ABOUT THIS TASK: Using the listing below, work out how many lines carry the word "path", and state nothing but that number.

SOURCE RECORDS:

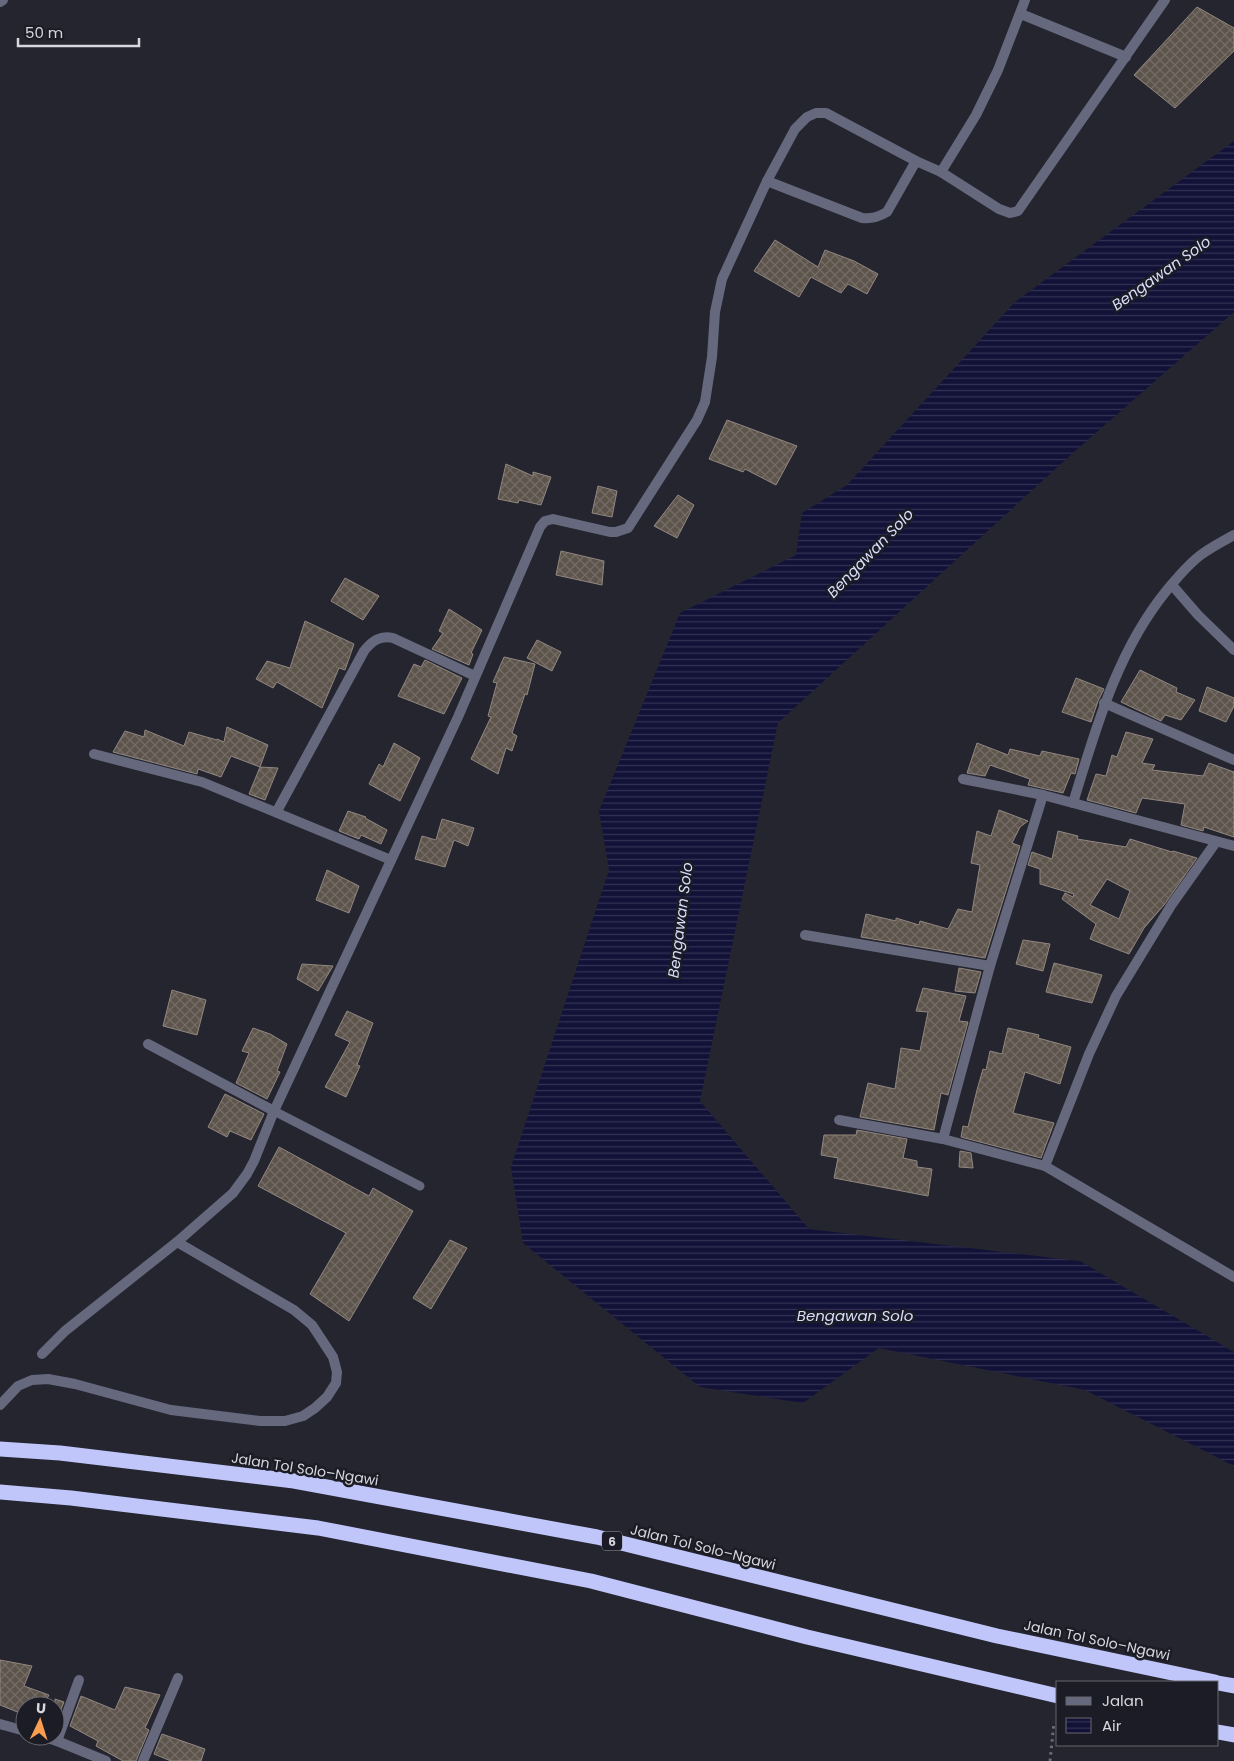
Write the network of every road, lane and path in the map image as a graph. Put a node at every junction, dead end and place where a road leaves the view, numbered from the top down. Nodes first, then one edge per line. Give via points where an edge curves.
1 (3, 0) edge
2 (1025, 0) edge
3 (1165, 0) edge
4 (0, 2) edge
5 (1021, 14) junction
6 (1126, 57) junction
7 (916, 161) junction
8 (941, 172) junction
9 (768, 181) junction
10 (1234, 535) edge
11 (1172, 585) junction
12 (1234, 650) edge
13 (476, 676) junction
14 (1104, 703) junction
15 (94, 754) dead end
16 (1234, 760) edge
17 (963, 779) dead end
18 (1043, 795) junction
19 (1072, 803) junction
20 (277, 811) junction
21 (1216, 842) junction
22 (1234, 846) edge
23 (391, 860) junction
24 (805, 935) dead end
25 (990, 966) junction
26 (148, 1044) dead end
27 (274, 1111) junction
28 (839, 1120) dead end
29 (943, 1139) junction
30 (1045, 1166) junction
31 (420, 1186) dead end
32 (177, 1242) junction
33 (1234, 1277) edge
34 (42, 1354) dead end
35 (0, 1405) edge
36 (0, 1449) edge
37 (0, 1492) edge
38 (178, 1678) dead end
39 (79, 1680) dead end
40 (1209, 1681) edge
41 (1056, 1696) edge
42 (65, 1721) edge
43 (1054, 1722) dead end
44 (0, 1724) edge
45 (15, 1728) edge
46 (1219, 1732) edge
47 (1234, 1735) edge
48 (65, 1744) edge
49 (106, 1761) edge
50 (143, 1761) edge
51 (1050, 1761) edge

1 - 4 street
2 - 5 street
3 - 6 street
5 - 6 street
5 - 8 street via 976,115
6 - 8 street via 1018,211 1010,213 1000,209
7 - 8 street
7 - 9 street via 887,212 871,219
7 - 9 street via 838,118 816,113 795,129
9 - 13 street via 722,279 702,410 628,528 610,532 553,519 545,521
10 - 11 street via 1201,555
11 - 12 street via 1198,616
11 - 14 street via 1151,610 1131,643
13 - 20 street via 399,640 376,639 364,651
13 - 23 street
14 - 16 street
14 - 19 street
15 - 20 street via 202,782
17 - 18 street
18 - 19 street
18 - 25 street
19 - 21 street
20 - 23 street
21 - 22 street
21 - 30 street via 1172,904 1116,996 1089,1054
23 - 27 street
24 - 25 street
25 - 29 street
26 - 27 street
27 - 31 lane
27 - 32 street via 254,1161 241,1183
28 - 29 street
29 - 30 street
30 - 33 street
32 - 34 street
32 - 35 street via 294,1310 312,1325 333,1357 337,1372 336,1383 327,1397 303,1416 285,1421 260,1421 171,1410 48,1379 32,1380 18,1386
36 - 40 highway, Jalan Tol Solo–Ngawi / 6 via 60,1453 294,1481 597,1537 988,1633
37 - 41 highway via 318,1528 591,1581
38 - 50 street
39 - 42 street
43 - 51 path
44 - 45 street
46 - 47 highway
48 - 49 street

SOLUTION FOR THIS PROBLEM: 2